### Instructions to follow
Among the lines below, restate word for word only those from the line with "index dip: (400, 281)" through the line with "ring pip: (485, 262)", with both end lines kept.
/---
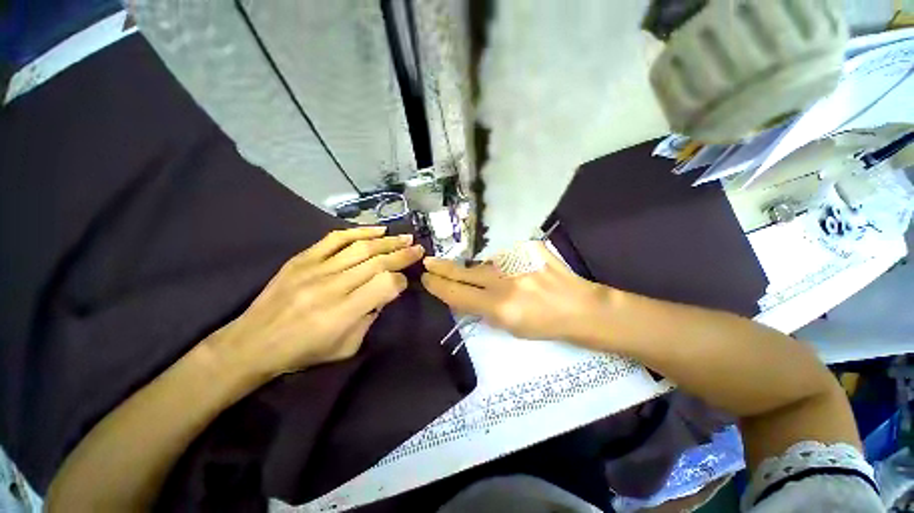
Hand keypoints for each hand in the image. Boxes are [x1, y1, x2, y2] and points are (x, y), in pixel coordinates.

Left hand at [211, 226, 424, 377]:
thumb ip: (365, 323)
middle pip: (374, 262)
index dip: (400, 281)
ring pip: (358, 247)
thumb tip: (380, 299)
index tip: (406, 282)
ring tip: (404, 236)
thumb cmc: (301, 353)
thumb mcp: (342, 350)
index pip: (384, 286)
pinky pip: (333, 239)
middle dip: (400, 254)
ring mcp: (314, 269)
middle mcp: (331, 286)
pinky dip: (356, 231)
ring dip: (385, 240)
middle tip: (418, 248)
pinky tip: (374, 230)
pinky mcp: (301, 259)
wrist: (258, 340)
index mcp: (342, 314)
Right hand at [421, 242, 609, 343]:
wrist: (579, 307)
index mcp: (499, 307)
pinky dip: (505, 263)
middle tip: (429, 263)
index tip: (426, 278)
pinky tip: (517, 272)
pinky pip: (506, 254)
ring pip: (485, 262)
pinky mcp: (529, 247)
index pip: (457, 293)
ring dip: (482, 269)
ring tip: (496, 281)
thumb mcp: (510, 327)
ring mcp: (518, 261)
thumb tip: (463, 294)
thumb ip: (484, 310)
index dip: (437, 286)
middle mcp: (505, 282)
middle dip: (442, 268)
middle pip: (463, 272)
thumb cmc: (545, 325)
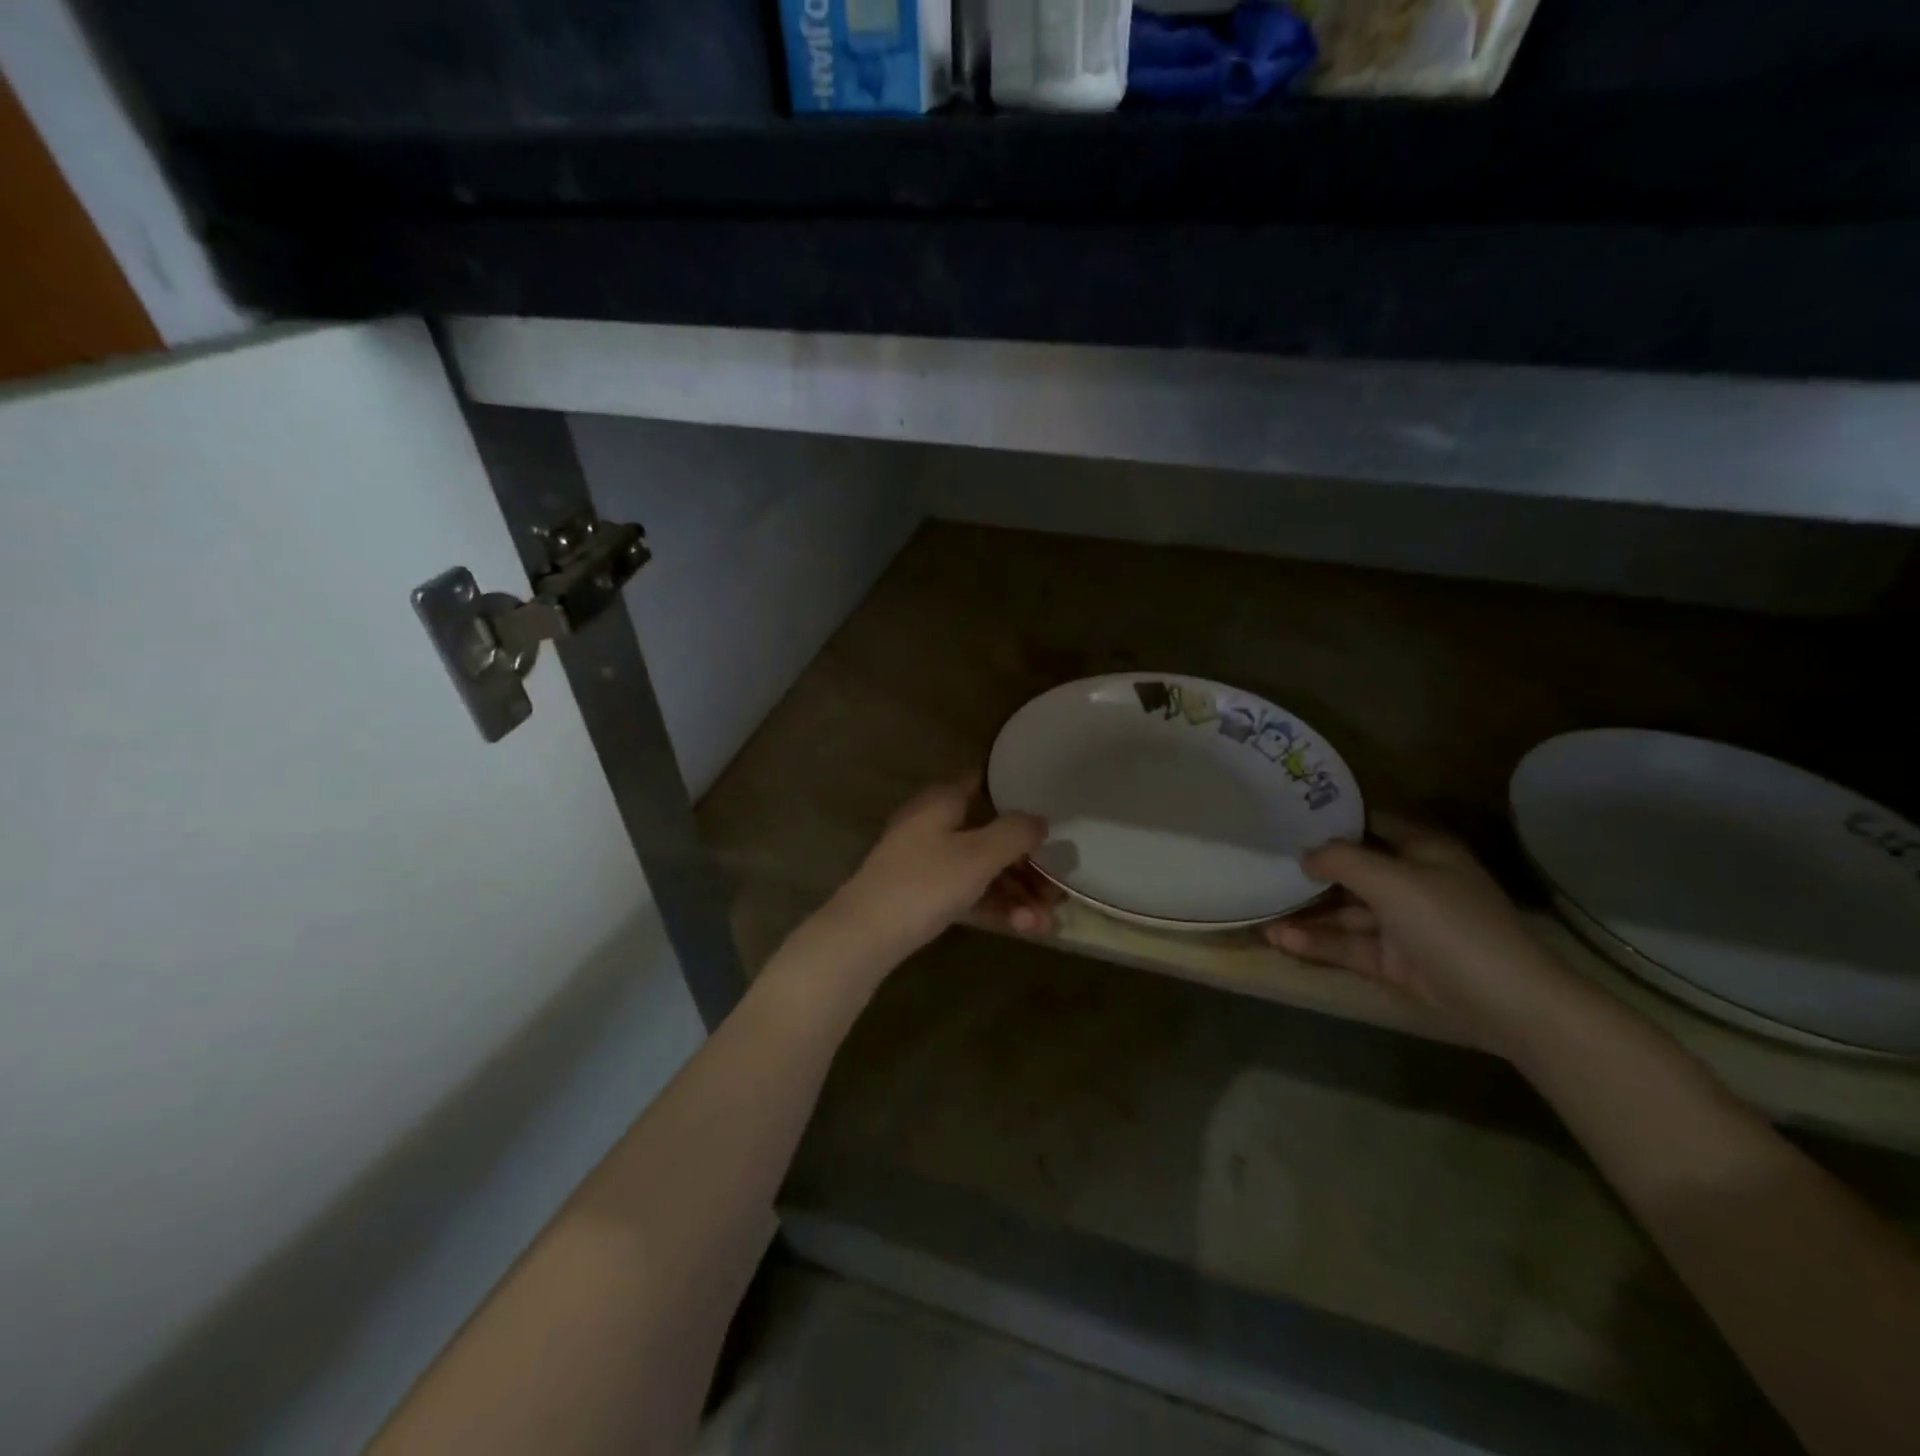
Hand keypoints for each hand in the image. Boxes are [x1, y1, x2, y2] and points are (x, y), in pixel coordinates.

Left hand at [827, 775, 1047, 964]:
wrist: (864, 935)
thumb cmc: (925, 882)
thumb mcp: (979, 855)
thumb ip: (1015, 833)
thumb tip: (1040, 821)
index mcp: (942, 801)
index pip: (982, 780)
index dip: (1014, 791)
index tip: (1048, 808)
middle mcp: (934, 825)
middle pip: (990, 834)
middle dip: (1027, 864)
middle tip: (1056, 890)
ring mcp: (927, 861)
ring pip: (982, 869)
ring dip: (1017, 893)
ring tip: (1046, 922)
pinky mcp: (924, 894)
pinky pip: (968, 892)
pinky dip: (995, 906)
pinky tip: (1024, 928)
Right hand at [1262, 817, 1576, 1055]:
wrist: (1510, 1005)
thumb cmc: (1452, 926)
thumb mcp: (1394, 882)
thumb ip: (1343, 860)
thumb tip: (1305, 853)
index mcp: (1422, 851)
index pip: (1369, 823)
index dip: (1330, 820)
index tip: (1284, 817)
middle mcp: (1411, 881)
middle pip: (1351, 870)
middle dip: (1308, 871)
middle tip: (1260, 866)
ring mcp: (1403, 924)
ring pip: (1345, 912)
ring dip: (1305, 913)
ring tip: (1259, 913)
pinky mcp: (1395, 961)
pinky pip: (1349, 945)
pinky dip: (1318, 942)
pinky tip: (1282, 940)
\---
### Task answer
index dip: (400, 281)
ring pip: (358, 247)
thumb tip: (380, 299)
index tip: (406, 282)
ring tip: (404, 236)
thumb cmc: (301, 353)
thumb mcp: (342, 350)
index pip: (384, 286)
pinky pip: (333, 239)
middle dip: (400, 254)
ring mcp: (314, 269)
middle mcp: (331, 286)
pinky dip: (356, 231)
ring dip: (385, 240)
middle tip: (418, 248)
pinky tip: (374, 230)
pinky mcp: (301, 259)
wrist: (258, 340)
index mcp: (342, 314)
Right hand at [421, 242, 609, 343]:
wrist: (579, 307)
index mcp: (499, 307)
pinky dip: (505, 263)
middle tip: (429, 263)
index tip: (426, 278)
pinky tip: (517, 272)
pinky pip: (506, 254)
ring pip: (485, 262)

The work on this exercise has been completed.